• [ASSIGNED TASK]: Every entry below is to be returned unchanged. Images are not part of the copy.

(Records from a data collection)
+ + + +

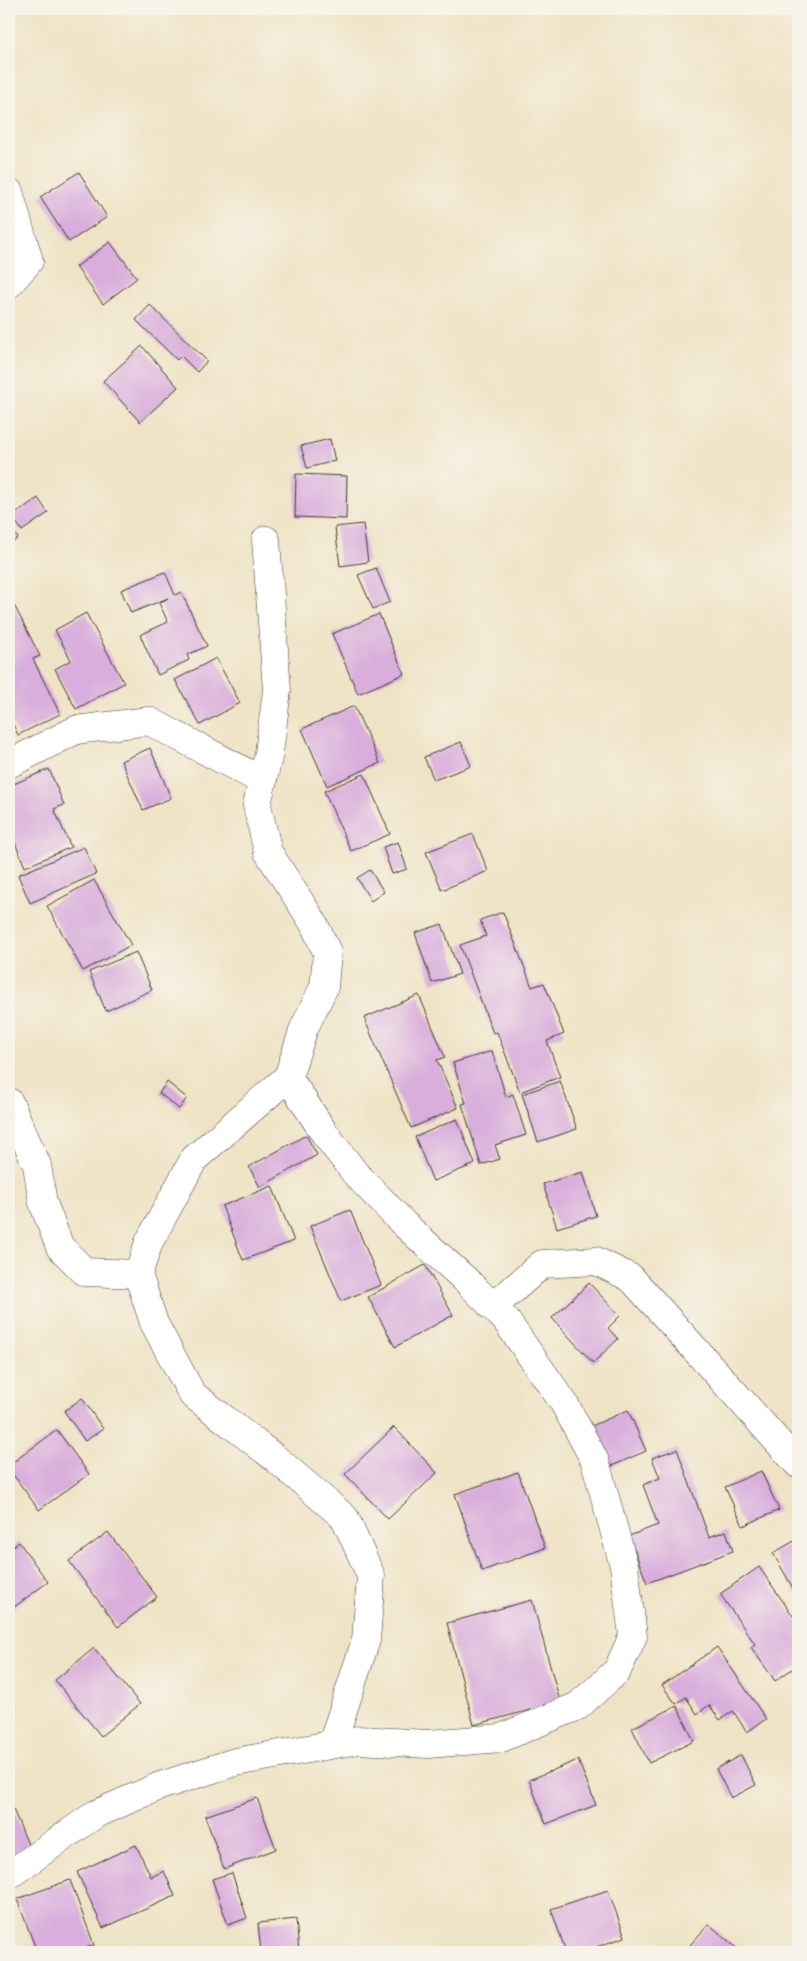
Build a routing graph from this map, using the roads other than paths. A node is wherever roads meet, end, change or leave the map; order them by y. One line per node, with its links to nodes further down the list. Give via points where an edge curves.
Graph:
1 (9, 192): 2 (street, via 29,261)
2 (9, 284)
3 (266, 540): 5 (street, via 277,690 270,753)
4 (9, 764): 5 (street, via 76,730 149,720)
5 (263, 781): 6 (street, via 257,805 268,852 313,922 327,952 324,987 304,1028)
6 (288, 1078): 8 (street, via 194,1160 149,1242); 9 (street, via 355,1173)
7 (9, 1102): 8 (street, via 37,1165 43,1203 60,1247 85,1272)
8 (138, 1274): 11 (street, via 154,1323 192,1394 275,1458 344,1518 371,1576 366,1640)
9 (491, 1306): 10 (street, via 542,1264 596,1260 631,1278); 11 (street, via 505,1319 564,1404 595,1461 624,1566 634,1636 617,1671 578,1706 502,1738 428,1744 358,1740)
10 (798, 1464)
11 (332, 1744): 12 (street, via 235,1762 160,1786 96,1814)
12 (9, 1876)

+ + + +

• [WRITTEN ANSWER]:
Build a routing graph from this map, using the roads other than paths. A node is wherever roads meet, end, change or leave the map; order them by y. One line per node, with its links to nodes further down the list. Give via points where an edge curves.
Graph:
1 (9, 192): 2 (street, via 29,261)
2 (9, 284)
3 (266, 540): 5 (street, via 277,690 270,753)
4 (9, 764): 5 (street, via 76,730 149,720)
5 (263, 781): 6 (street, via 257,805 268,852 313,922 327,952 324,987 304,1028)
6 (288, 1078): 8 (street, via 194,1160 149,1242); 9 (street, via 355,1173)
7 (9, 1102): 8 (street, via 37,1165 43,1203 60,1247 85,1272)
8 (138, 1274): 11 (street, via 154,1323 192,1394 275,1458 344,1518 371,1576 366,1640)
9 (491, 1306): 10 (street, via 542,1264 596,1260 631,1278); 11 (street, via 505,1319 564,1404 595,1461 624,1566 634,1636 617,1671 578,1706 502,1738 428,1744 358,1740)
10 (798, 1464)
11 (332, 1744): 12 (street, via 235,1762 160,1786 96,1814)
12 (9, 1876)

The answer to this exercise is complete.